11. A cleaner head as claimed in claim 1, wherein the amount of air bled into the suction passage is the same when a particular force is required to move the cleaner head across the floor surface in either a first twisting direction or an opposite twisting direction.
12. A cleaner head as claimed claim 1, wherein the bleed air inlet is located on a face of the housing which is not intended to face the floor surface.
13. A cleaner head as claimed in claim 12, wherein the bleed air inlet is located on a forward facing surface of the housing.
14. A cleaner head as claimed in claim 13, wherein the bleed air inlet is located centrally of the forward facing surface of the housing and adjacent the face of the housing which is intended to face the floor surface.
15. A cleaner head as claimed in claim 12, wherein the bleed air inlet is located on an upper surface of the housing.
16. A cleaner head as claimed in claim 1, wherein the bleed valve comprises a pivotably mounted closure member.
17. A cleaner head as claimed in claim 16, wherein the closure member is pivoted in a first direction when, in use, the cleaner head is moved across the floor in a forward direction and in a second direction when, in use, the cleaner head is moved across the floor in a rearward direction.
18. A cleaner head as claimed in claim 1, wherein the bleed valve comprises a plurality of closure members movable with respect to the bleed air inlet.
19. A cleaner head as claimed in claim 1, wherein a rotatable brush bar is provided in the suction opening for agitating a floor covering to be cleaned.
20. A cleaner head as claimed in claim 19, wherein the rotatable brush bar is mounted on the housing.
21. A cleaner head as claimed in claim 19, wherein the rotatable brush bar is mounted on the force-transmitting member.
22. A vacuum cleaner incorporating a cleaner head as claimed in claim 1.
Description

This invention relates to a cleaner head for a vacuum cleaner. The invention is suitable for use in domestic vacuum cleaners of either the upright type or the cylinder type.

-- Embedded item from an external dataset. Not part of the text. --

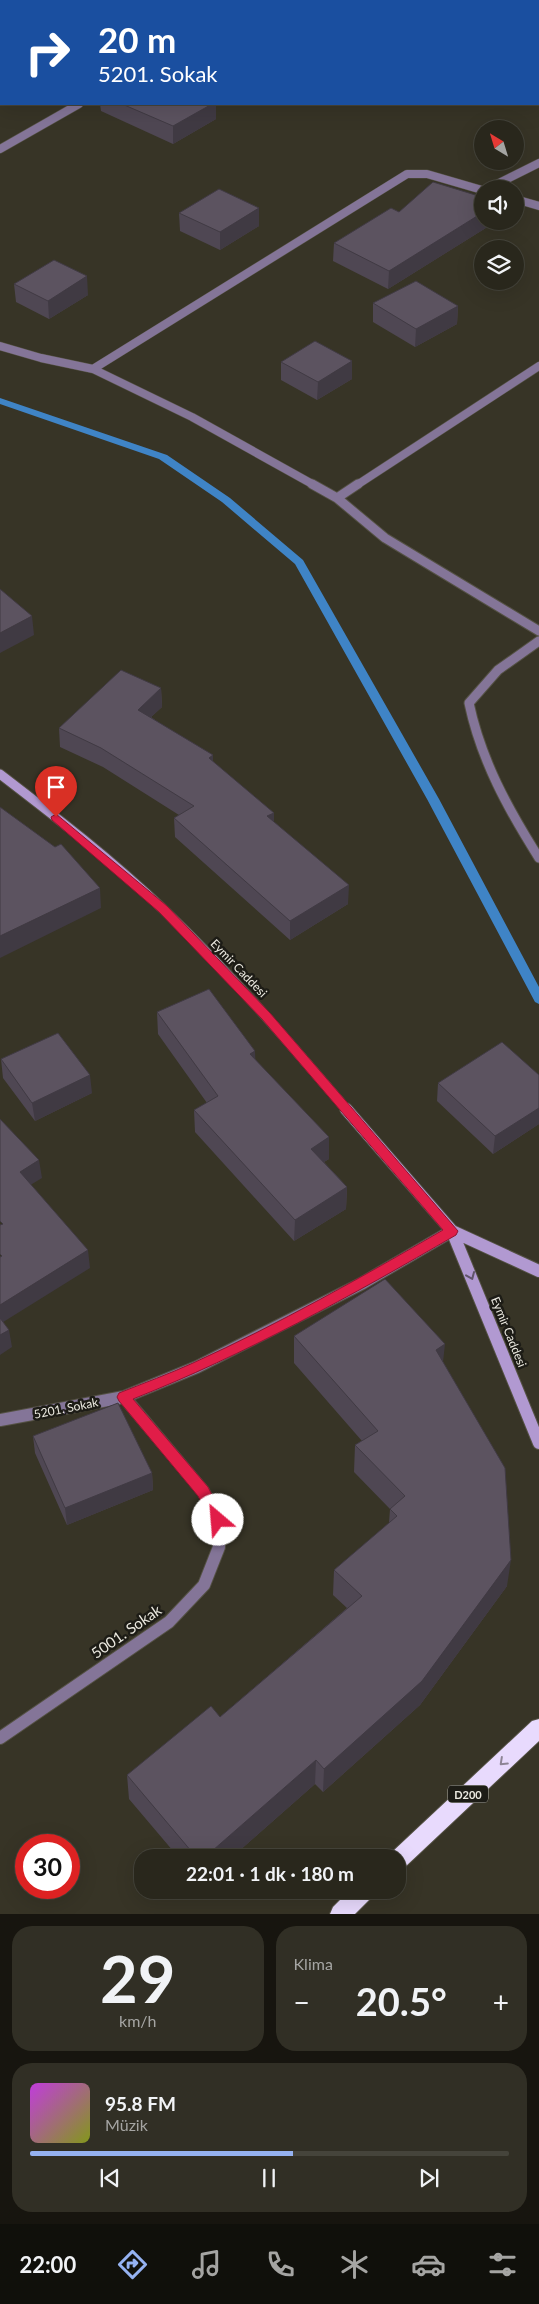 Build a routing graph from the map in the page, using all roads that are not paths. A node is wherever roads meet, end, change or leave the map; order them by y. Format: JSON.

Vacuum cleaner manufacturers often provide potential customers with a measure of the “airwatts” developed by their products. This is a measure of the amount of suction provided at the suction opening of the appliance through which dirty air and debris is sucked. In upright vacuum cleaners, the suction opening is normally provided in a cleaner head mounted directly on a main body or motor casing of the cleaner. In cylinder cleaners, the suction opening is provided in a cleaner head formed by a floor tool connected to the main body via a hose and wand assembly. One disadvantage of providing a high measure of airwatts at the suction opening is that the cleaner head can be sucked onto the surface to be cleaned to such an extent that little or no air can enter the suction opening from outside the vacuum cleaner. This results in a reduction of the efficiency of the cleaner because an airflow is required to pass through the cleaner in order to transport dirt and dust from the suction opening to the separation apparatus by means of which the dirt-laden air is cleaned. Another detrimental effect is that the cleaner head can become “stuck” to the surface to be cleaned and is then difficult to move across the surface to be cleaned.

It is also the case that some floor coverings have characteristics which result in high friction forces being developed between them and the cleaner head irrespective of the airflow passing through the cleaner head. Comparatively high push forces are then required to maneuver the cleaner head over these surfaces, thus making normal use of a vacuum cleaner difficult.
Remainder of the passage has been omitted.